(Beginning of Data in this exercise)
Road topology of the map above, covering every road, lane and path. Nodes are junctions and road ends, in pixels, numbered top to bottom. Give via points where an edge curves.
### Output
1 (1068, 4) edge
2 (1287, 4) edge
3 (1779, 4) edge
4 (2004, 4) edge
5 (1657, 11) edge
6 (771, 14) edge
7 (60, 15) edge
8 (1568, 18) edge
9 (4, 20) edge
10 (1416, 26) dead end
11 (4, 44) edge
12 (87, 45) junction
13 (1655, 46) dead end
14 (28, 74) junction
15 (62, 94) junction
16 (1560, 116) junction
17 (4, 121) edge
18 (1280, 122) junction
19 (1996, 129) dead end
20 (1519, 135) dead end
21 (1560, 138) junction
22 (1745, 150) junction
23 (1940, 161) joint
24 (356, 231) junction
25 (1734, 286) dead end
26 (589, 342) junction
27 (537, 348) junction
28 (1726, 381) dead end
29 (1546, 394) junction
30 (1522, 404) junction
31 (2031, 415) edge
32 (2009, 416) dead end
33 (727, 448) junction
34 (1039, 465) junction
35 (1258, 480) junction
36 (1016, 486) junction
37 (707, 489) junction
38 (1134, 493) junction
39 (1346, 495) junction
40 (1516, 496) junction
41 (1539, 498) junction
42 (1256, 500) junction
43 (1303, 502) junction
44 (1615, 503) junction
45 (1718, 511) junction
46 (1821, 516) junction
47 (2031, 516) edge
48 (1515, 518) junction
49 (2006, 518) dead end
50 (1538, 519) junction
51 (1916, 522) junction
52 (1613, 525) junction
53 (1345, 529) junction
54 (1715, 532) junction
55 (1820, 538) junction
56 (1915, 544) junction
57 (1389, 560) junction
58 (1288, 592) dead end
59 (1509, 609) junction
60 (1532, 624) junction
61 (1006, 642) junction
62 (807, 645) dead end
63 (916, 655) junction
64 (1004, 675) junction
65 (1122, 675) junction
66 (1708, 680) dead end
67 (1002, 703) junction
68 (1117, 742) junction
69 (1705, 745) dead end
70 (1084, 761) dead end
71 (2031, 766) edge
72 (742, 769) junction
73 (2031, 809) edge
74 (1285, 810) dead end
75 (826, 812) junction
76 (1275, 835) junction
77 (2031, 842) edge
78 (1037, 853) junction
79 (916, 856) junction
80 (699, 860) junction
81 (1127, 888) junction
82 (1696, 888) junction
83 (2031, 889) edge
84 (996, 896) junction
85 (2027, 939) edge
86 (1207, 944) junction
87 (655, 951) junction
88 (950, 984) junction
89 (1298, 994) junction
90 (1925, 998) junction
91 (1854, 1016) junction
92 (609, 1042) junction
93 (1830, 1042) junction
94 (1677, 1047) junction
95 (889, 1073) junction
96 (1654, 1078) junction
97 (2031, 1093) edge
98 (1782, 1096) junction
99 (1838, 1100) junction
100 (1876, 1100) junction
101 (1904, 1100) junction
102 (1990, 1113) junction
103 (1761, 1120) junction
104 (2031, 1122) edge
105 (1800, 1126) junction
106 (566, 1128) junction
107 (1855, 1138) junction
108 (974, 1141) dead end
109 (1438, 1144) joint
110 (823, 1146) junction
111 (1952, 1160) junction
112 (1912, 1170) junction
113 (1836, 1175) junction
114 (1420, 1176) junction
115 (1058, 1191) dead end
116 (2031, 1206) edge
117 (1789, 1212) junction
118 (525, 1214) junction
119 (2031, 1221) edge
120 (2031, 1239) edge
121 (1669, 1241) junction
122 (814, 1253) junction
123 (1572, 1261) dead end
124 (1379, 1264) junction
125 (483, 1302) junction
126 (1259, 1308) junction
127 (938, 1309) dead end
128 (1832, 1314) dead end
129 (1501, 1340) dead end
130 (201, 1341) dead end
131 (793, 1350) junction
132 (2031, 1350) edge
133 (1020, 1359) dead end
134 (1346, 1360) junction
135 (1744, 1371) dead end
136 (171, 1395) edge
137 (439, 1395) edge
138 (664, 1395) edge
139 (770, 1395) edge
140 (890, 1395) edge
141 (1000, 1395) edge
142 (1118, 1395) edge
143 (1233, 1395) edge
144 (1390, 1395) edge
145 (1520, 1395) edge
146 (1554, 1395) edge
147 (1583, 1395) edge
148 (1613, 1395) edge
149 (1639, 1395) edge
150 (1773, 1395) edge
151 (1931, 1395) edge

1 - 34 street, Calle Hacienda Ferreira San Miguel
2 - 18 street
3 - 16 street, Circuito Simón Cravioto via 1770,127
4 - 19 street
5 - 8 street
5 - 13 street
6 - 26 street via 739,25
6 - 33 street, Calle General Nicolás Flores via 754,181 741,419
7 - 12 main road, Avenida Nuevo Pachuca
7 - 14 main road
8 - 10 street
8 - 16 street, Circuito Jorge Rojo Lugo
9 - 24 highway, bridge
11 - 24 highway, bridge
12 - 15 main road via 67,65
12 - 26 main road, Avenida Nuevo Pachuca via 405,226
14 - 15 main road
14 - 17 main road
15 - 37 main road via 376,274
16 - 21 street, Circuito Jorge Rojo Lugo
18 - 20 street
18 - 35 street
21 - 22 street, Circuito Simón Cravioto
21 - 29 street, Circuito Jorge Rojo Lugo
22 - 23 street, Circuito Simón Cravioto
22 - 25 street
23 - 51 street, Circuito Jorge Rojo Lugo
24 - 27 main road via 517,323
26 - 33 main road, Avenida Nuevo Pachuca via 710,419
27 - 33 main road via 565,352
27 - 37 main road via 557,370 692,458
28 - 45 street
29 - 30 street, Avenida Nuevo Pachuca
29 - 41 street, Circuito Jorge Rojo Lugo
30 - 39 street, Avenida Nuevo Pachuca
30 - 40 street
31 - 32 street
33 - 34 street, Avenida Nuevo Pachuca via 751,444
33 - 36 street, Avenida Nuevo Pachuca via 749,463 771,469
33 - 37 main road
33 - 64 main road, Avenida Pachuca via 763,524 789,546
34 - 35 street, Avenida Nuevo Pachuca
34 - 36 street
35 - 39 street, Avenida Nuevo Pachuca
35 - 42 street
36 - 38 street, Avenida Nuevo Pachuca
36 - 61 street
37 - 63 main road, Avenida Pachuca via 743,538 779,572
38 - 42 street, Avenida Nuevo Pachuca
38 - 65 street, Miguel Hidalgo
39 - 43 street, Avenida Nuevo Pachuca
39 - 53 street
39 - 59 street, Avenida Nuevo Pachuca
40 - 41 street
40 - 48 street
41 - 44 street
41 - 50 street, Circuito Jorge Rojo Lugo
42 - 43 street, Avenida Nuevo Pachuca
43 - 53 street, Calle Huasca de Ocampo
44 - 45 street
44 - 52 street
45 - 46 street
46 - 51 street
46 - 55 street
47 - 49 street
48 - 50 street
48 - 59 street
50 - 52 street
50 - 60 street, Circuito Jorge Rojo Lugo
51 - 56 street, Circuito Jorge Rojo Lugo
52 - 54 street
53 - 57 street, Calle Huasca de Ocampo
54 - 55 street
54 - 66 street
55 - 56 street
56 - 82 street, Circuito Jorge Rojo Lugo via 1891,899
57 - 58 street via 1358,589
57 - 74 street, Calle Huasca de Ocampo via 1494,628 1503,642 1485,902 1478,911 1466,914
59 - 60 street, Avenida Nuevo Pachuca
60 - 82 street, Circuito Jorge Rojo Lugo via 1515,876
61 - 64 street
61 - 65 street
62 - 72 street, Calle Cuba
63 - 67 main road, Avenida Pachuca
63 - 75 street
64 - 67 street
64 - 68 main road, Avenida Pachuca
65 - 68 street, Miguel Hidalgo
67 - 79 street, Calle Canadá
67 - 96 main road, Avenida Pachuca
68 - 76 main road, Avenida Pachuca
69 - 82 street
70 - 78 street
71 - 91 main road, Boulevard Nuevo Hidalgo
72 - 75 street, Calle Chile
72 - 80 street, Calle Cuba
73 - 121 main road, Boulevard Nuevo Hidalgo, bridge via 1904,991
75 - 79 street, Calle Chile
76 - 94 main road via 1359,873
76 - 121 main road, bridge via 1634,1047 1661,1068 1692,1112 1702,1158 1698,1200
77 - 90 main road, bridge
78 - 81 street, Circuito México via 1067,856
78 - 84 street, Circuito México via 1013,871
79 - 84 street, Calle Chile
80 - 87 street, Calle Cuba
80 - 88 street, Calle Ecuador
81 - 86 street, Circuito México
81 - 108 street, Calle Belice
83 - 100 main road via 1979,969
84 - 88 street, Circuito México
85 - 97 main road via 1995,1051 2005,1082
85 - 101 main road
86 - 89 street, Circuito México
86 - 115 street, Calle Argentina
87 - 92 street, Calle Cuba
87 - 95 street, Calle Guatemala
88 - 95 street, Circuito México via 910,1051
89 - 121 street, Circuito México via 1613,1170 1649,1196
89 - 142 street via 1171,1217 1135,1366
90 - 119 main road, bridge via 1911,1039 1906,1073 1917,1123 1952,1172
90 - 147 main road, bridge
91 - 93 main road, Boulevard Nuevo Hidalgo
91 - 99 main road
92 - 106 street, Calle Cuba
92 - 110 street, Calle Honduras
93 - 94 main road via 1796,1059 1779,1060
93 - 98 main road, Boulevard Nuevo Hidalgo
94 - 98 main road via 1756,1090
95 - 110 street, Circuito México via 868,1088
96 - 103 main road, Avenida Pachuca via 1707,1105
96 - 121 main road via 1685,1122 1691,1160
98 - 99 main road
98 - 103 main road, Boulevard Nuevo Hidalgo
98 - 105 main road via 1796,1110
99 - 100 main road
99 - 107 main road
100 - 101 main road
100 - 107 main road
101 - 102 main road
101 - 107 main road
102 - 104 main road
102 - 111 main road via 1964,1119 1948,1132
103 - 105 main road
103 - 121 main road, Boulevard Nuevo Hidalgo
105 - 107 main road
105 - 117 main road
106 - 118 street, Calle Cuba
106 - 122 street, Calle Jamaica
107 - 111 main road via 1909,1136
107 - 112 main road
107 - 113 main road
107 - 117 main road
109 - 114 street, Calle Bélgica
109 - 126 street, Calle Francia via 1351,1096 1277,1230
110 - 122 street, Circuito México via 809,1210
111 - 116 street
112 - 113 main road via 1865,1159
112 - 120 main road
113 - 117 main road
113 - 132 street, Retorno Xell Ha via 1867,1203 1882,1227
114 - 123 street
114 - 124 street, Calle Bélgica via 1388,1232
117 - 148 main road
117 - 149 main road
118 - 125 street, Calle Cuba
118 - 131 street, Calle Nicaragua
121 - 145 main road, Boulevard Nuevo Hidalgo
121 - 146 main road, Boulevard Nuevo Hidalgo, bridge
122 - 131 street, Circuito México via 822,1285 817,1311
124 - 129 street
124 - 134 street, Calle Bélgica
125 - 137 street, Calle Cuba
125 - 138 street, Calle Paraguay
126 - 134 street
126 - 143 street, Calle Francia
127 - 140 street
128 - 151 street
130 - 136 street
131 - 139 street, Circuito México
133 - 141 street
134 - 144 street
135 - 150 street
(End of Data in this exercise)
- **What you need to do**: For each line above that contains the word "Chile", copy that line.

- **Answer below**:
72 - 75 street, Calle Chile
75 - 79 street, Calle Chile
79 - 84 street, Calle Chile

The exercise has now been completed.